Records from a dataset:

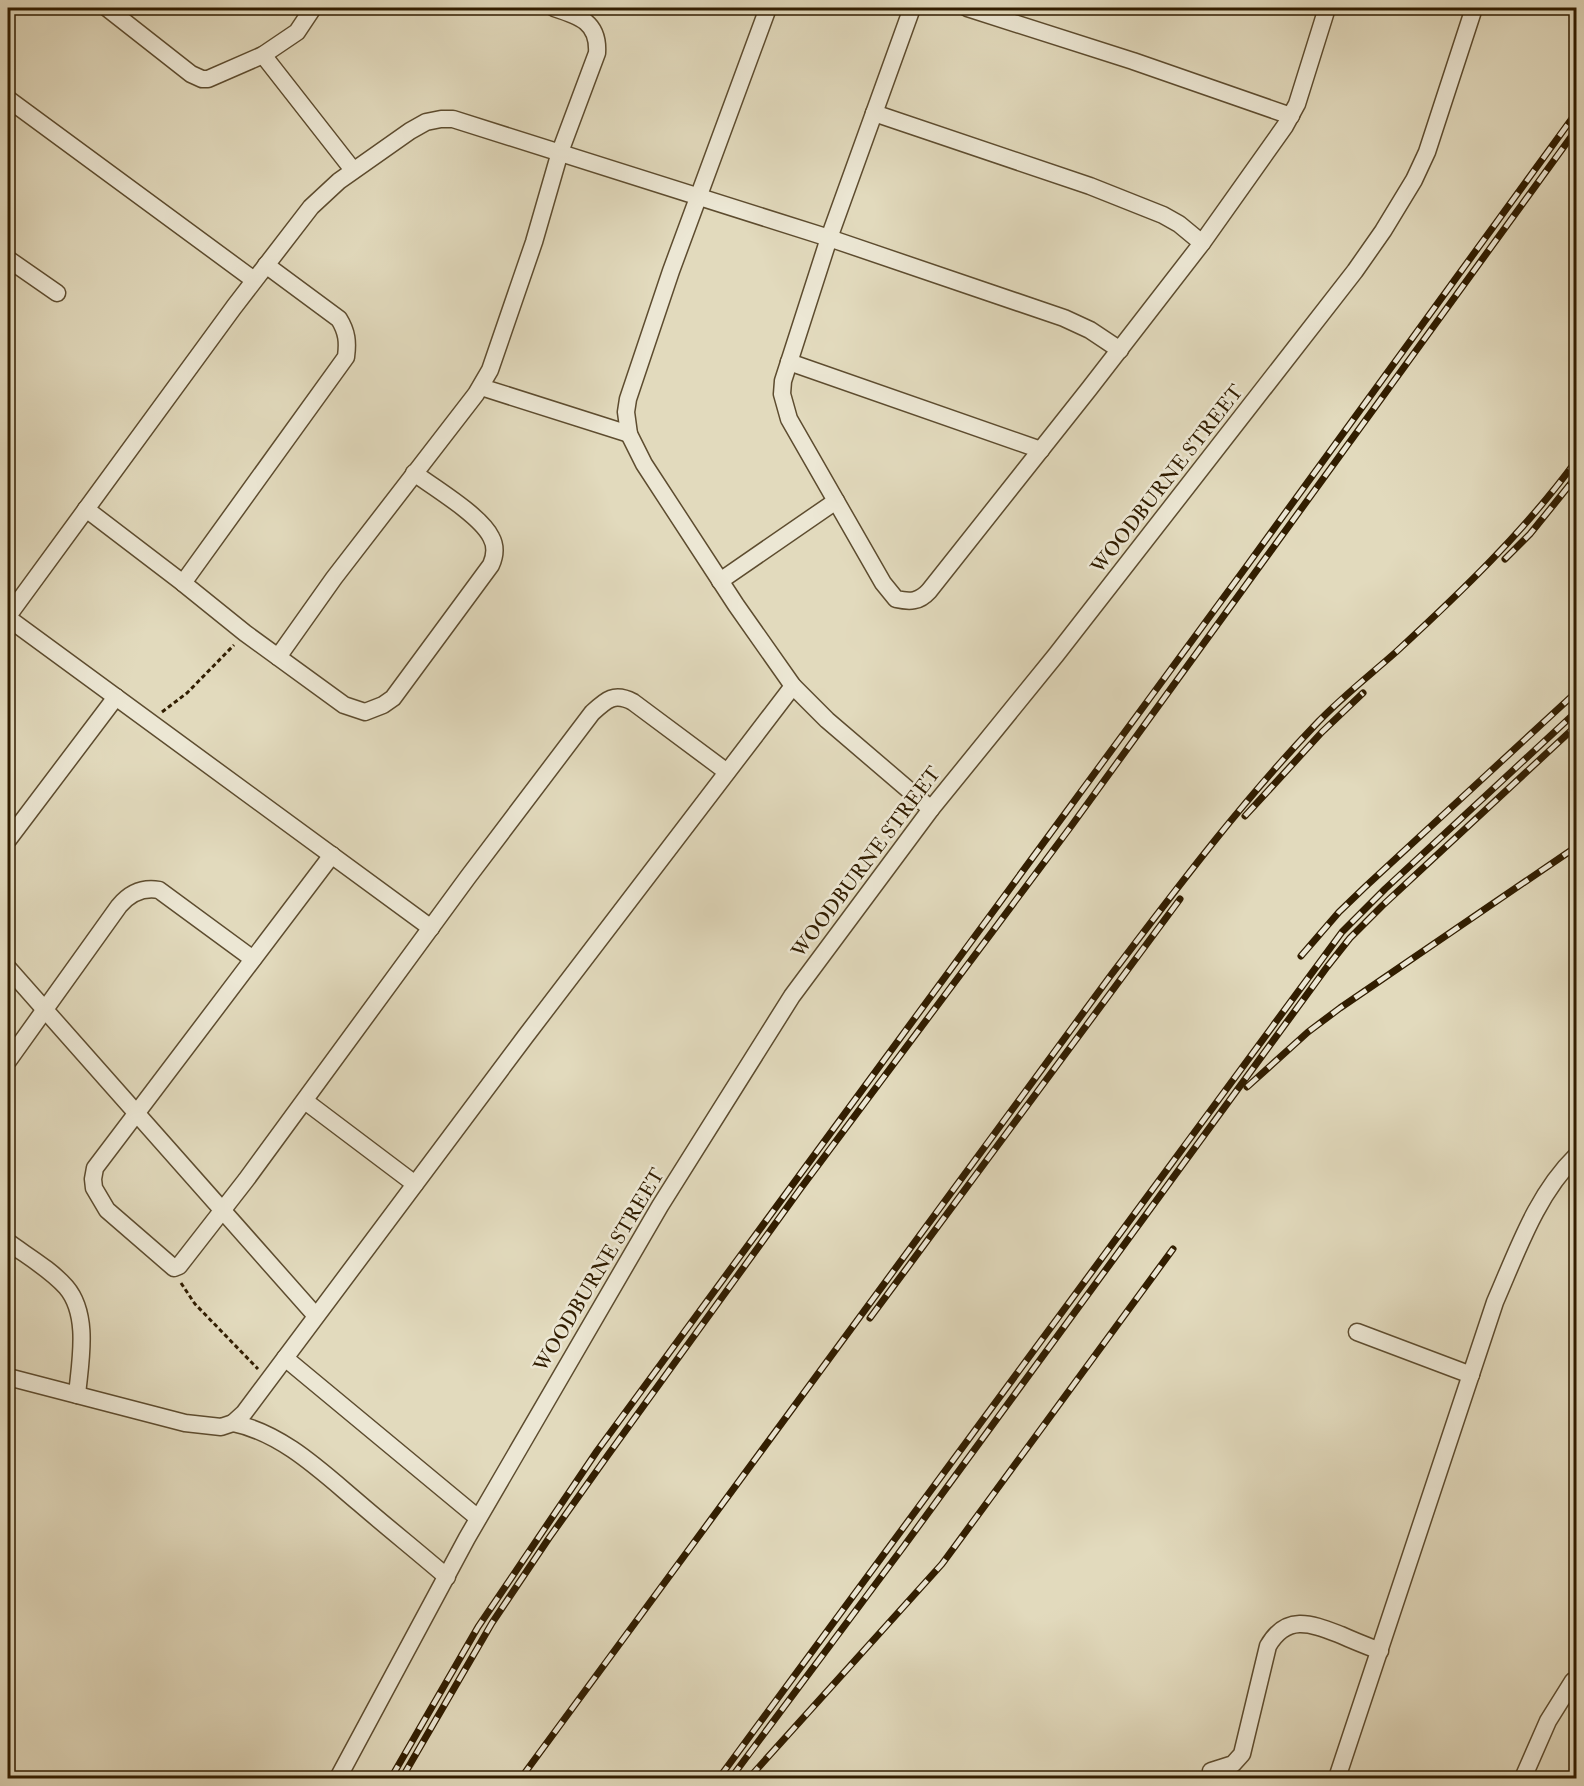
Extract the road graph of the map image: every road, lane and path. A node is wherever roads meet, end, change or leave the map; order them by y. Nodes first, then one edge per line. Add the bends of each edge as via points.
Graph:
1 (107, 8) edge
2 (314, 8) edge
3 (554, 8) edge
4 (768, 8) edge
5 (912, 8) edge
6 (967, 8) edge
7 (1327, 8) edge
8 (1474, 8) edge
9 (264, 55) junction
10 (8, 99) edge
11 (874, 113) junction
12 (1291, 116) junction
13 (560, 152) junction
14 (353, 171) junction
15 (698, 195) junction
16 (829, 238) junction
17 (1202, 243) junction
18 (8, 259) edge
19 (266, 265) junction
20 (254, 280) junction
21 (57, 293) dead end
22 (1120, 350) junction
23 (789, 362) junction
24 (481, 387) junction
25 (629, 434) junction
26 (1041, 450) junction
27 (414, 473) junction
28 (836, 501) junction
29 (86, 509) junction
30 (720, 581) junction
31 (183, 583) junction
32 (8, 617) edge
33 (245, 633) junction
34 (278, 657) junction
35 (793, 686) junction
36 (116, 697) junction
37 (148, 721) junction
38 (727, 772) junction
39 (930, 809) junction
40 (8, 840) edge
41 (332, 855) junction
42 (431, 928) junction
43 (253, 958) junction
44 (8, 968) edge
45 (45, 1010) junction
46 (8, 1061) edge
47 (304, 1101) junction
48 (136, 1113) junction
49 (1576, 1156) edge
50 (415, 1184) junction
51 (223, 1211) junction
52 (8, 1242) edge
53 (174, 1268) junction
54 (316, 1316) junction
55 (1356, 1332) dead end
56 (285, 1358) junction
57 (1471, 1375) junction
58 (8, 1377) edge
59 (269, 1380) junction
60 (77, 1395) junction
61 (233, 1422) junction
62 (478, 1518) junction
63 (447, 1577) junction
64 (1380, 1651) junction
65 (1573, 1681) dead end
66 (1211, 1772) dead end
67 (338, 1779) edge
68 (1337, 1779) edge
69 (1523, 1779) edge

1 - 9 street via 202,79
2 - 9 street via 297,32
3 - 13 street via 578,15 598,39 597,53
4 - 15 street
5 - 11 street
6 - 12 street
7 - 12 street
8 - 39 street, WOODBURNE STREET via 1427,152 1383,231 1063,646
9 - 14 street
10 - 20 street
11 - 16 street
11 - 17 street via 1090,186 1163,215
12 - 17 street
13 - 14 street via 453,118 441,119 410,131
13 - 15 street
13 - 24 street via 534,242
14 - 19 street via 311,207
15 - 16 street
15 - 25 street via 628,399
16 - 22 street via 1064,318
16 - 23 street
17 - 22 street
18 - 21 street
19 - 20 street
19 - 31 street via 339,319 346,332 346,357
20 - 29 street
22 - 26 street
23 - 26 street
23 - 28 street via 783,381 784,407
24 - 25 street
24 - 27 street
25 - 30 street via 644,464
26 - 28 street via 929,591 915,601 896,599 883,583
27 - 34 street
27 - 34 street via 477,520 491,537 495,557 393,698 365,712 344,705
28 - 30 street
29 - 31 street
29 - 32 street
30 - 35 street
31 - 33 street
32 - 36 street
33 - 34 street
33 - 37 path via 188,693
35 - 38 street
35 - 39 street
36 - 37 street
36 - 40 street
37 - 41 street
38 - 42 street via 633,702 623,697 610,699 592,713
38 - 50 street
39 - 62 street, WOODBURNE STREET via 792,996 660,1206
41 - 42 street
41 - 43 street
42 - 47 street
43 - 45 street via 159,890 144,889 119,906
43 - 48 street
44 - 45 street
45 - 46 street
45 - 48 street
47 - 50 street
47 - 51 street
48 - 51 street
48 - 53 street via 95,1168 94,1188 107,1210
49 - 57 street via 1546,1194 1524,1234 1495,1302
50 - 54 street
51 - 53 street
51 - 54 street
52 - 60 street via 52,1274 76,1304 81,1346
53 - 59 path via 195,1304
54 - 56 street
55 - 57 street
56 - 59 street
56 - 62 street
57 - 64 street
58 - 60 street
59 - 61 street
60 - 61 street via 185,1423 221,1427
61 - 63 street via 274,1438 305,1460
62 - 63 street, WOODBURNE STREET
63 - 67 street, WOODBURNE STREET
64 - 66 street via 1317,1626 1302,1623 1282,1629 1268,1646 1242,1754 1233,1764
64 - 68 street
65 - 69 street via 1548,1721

Your assignment → Please retype the data exactly, but do not carry over any picture.

Result →
Extract the road graph of the map image: every road, lane and path. A node is wherever roads meet, end, change or leave the map; order them by y. Nodes first, then one edge per line. Add the bends of each edge as via points.
Graph:
1 (107, 8) edge
2 (314, 8) edge
3 (554, 8) edge
4 (768, 8) edge
5 (912, 8) edge
6 (967, 8) edge
7 (1327, 8) edge
8 (1474, 8) edge
9 (264, 55) junction
10 (8, 99) edge
11 (874, 113) junction
12 (1291, 116) junction
13 (560, 152) junction
14 (353, 171) junction
15 (698, 195) junction
16 (829, 238) junction
17 (1202, 243) junction
18 (8, 259) edge
19 (266, 265) junction
20 (254, 280) junction
21 (57, 293) dead end
22 (1120, 350) junction
23 (789, 362) junction
24 (481, 387) junction
25 (629, 434) junction
26 (1041, 450) junction
27 (414, 473) junction
28 (836, 501) junction
29 (86, 509) junction
30 (720, 581) junction
31 (183, 583) junction
32 (8, 617) edge
33 (245, 633) junction
34 (278, 657) junction
35 (793, 686) junction
36 (116, 697) junction
37 (148, 721) junction
38 (727, 772) junction
39 (930, 809) junction
40 (8, 840) edge
41 (332, 855) junction
42 (431, 928) junction
43 (253, 958) junction
44 (8, 968) edge
45 (45, 1010) junction
46 (8, 1061) edge
47 (304, 1101) junction
48 (136, 1113) junction
49 (1576, 1156) edge
50 (415, 1184) junction
51 (223, 1211) junction
52 (8, 1242) edge
53 (174, 1268) junction
54 (316, 1316) junction
55 (1356, 1332) dead end
56 (285, 1358) junction
57 (1471, 1375) junction
58 (8, 1377) edge
59 (269, 1380) junction
60 (77, 1395) junction
61 (233, 1422) junction
62 (478, 1518) junction
63 (447, 1577) junction
64 (1380, 1651) junction
65 (1573, 1681) dead end
66 (1211, 1772) dead end
67 (338, 1779) edge
68 (1337, 1779) edge
69 (1523, 1779) edge

1 - 9 street via 202,79
2 - 9 street via 297,32
3 - 13 street via 578,15 598,39 597,53
4 - 15 street
5 - 11 street
6 - 12 street
7 - 12 street
8 - 39 street, WOODBURNE STREET via 1427,152 1383,231 1063,646
9 - 14 street
10 - 20 street
11 - 16 street
11 - 17 street via 1090,186 1163,215
12 - 17 street
13 - 14 street via 453,118 441,119 410,131
13 - 15 street
13 - 24 street via 534,242
14 - 19 street via 311,207
15 - 16 street
15 - 25 street via 628,399
16 - 22 street via 1064,318
16 - 23 street
17 - 22 street
18 - 21 street
19 - 20 street
19 - 31 street via 339,319 346,332 346,357
20 - 29 street
22 - 26 street
23 - 26 street
23 - 28 street via 783,381 784,407
24 - 25 street
24 - 27 street
25 - 30 street via 644,464
26 - 28 street via 929,591 915,601 896,599 883,583
27 - 34 street
27 - 34 street via 477,520 491,537 495,557 393,698 365,712 344,705
28 - 30 street
29 - 31 street
29 - 32 street
30 - 35 street
31 - 33 street
32 - 36 street
33 - 34 street
33 - 37 path via 188,693
35 - 38 street
35 - 39 street
36 - 37 street
36 - 40 street
37 - 41 street
38 - 42 street via 633,702 623,697 610,699 592,713
38 - 50 street
39 - 62 street, WOODBURNE STREET via 792,996 660,1206
41 - 42 street
41 - 43 street
42 - 47 street
43 - 45 street via 159,890 144,889 119,906
43 - 48 street
44 - 45 street
45 - 46 street
45 - 48 street
47 - 50 street
47 - 51 street
48 - 51 street
48 - 53 street via 95,1168 94,1188 107,1210
49 - 57 street via 1546,1194 1524,1234 1495,1302
50 - 54 street
51 - 53 street
51 - 54 street
52 - 60 street via 52,1274 76,1304 81,1346
53 - 59 path via 195,1304
54 - 56 street
55 - 57 street
56 - 59 street
56 - 62 street
57 - 64 street
58 - 60 street
59 - 61 street
60 - 61 street via 185,1423 221,1427
61 - 63 street via 274,1438 305,1460
62 - 63 street, WOODBURNE STREET
63 - 67 street, WOODBURNE STREET
64 - 66 street via 1317,1626 1302,1623 1282,1629 1268,1646 1242,1754 1233,1764
64 - 68 street
65 - 69 street via 1548,1721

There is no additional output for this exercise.